Dans la cabine du camion, derrière et au-dessus des sièges, est allongée « une masse sombre », nous dit Duras ; c’est le deuxième chauffeur. « Il dort. Il aurait dormi pendant tout le film », écrit-elle. C’est une des plus belles phrases du Camion, une de celles qui laissent vraiment rêveur. On pourrait imaginer cela, par exemple : Laurent Sauvage serait ce chauffeur-dormeur qui rêverait le film qu’il ne verrait jamais en imaginant la rencontre entre son pote, le premier chauffeur, et cette femme, la déclassée d’un certain âge dont on ne sait rien encore et dont ne saura pas grand-chose de tangible.
Dans le spectacle de Marine de Missolz, le second chauffeur (Olivier Dupuy) ne dort pas et ce qu’il fait (il lui arrive de danser) tombe à plat. ll ne nous fait pas rêver. Il y a là comme une idée que l’on a eu raison d’essayer en répétition mais qui ne tient pas la route, c’est le cas de le dire. Cela reste comme une scorie.
Il en va autrement pour le personnage de Depardieu interprété par Hervé Guilloteau. Dans le film, Depardieu est constamment d’une humilité douce, bordé de féminité, il regarde Duras comme on approche un chat qu’on veut caresser en ayant peur qu’il ne se sauve. Marine de Missolz fait de lui un personnage de cow-boy, un peu vulgaire, râleur. C’est parfois drôle mais cela tourne court. Si bien que la constante complicité qui existe dans le film entre Gérard et Marguerite disparaît ; le spectacle est comme fissuré.

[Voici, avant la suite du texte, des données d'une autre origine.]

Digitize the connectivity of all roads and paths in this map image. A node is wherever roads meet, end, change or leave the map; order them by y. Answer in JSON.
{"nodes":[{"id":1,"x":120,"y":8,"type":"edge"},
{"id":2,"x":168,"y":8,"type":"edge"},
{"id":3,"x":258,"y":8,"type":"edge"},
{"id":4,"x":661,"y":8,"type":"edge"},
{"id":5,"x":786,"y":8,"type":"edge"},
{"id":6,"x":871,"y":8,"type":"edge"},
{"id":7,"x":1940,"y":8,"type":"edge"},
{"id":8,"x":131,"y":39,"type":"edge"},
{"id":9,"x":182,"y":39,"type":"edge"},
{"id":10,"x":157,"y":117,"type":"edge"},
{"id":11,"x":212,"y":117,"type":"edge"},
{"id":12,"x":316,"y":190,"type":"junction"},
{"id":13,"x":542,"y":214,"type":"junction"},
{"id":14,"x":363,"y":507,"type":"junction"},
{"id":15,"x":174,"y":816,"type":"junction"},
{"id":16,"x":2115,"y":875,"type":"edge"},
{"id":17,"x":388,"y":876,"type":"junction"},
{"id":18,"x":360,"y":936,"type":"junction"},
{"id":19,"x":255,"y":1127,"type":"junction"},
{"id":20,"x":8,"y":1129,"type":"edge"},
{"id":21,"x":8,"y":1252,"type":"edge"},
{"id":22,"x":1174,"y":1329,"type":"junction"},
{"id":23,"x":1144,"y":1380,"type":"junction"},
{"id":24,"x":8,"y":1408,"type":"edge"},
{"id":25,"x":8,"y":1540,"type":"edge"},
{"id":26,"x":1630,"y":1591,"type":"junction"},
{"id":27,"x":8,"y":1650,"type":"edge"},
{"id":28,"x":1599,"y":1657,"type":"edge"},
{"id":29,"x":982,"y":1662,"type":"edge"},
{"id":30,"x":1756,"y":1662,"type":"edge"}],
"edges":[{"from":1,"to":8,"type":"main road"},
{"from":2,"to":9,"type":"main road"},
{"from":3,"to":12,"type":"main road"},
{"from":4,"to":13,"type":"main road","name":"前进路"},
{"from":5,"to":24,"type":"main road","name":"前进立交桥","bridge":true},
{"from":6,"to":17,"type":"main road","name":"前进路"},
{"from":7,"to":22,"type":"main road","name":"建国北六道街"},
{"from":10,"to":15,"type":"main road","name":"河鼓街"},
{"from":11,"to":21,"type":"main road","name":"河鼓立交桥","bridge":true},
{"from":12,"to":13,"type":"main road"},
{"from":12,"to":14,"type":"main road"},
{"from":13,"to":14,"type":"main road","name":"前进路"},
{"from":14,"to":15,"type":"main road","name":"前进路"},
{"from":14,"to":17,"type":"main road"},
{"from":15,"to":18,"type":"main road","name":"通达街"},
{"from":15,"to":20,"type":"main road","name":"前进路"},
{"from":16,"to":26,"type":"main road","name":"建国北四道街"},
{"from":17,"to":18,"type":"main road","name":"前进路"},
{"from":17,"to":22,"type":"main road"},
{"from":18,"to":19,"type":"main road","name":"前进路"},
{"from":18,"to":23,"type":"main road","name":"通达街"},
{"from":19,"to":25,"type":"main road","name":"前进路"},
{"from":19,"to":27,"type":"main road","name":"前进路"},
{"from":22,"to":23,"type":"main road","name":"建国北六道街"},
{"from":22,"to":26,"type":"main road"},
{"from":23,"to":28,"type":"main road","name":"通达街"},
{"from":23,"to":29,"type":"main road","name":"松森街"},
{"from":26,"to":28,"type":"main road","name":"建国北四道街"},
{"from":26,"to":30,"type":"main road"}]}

A travers « la dame », la femme d’un certain âge montée à bord du camion, Marguerite Duras exprime aussi son désamour de la politique. « Vous êtes du parti communiste français ? » demande la femme au chauffeur qui réplique : « ça ne vous regarde pas. » Duras en a été membre aux lendemains de la Libération comme ses proches Dionys Mascolo et Robert Antelme. Ils en ont vite été exclus, au début des années 50. Puis il y aura la mort de Staline, les événements de Hongrie, Prague (il est question de Prague dans Le Camion), mai 68 et ses lendemains aigre doux, etc. Il y a de la tristesse dans l’air de 1977, du désabusement, de la pose aussi. « Vous savez , Karl Marx, c’est fini », poursuit-elle. Elle fera usage du mot « prolétariat », elle répétera par deux fois « Que le monde aille à sa perte / Qu’il aille à sa perte ». Quarante ans après, comme ces mots venus des « temps anciens » sonnent étrangement dans la macronie ambiante…
Théâtre national de Strasbourg, du mar au sam 20h, sf le 23 à 16h, jusqu’au 23 septembre.
MC93 du 14 au 22 octobre.
TU de Nantes du 15 au 19 avril 2018.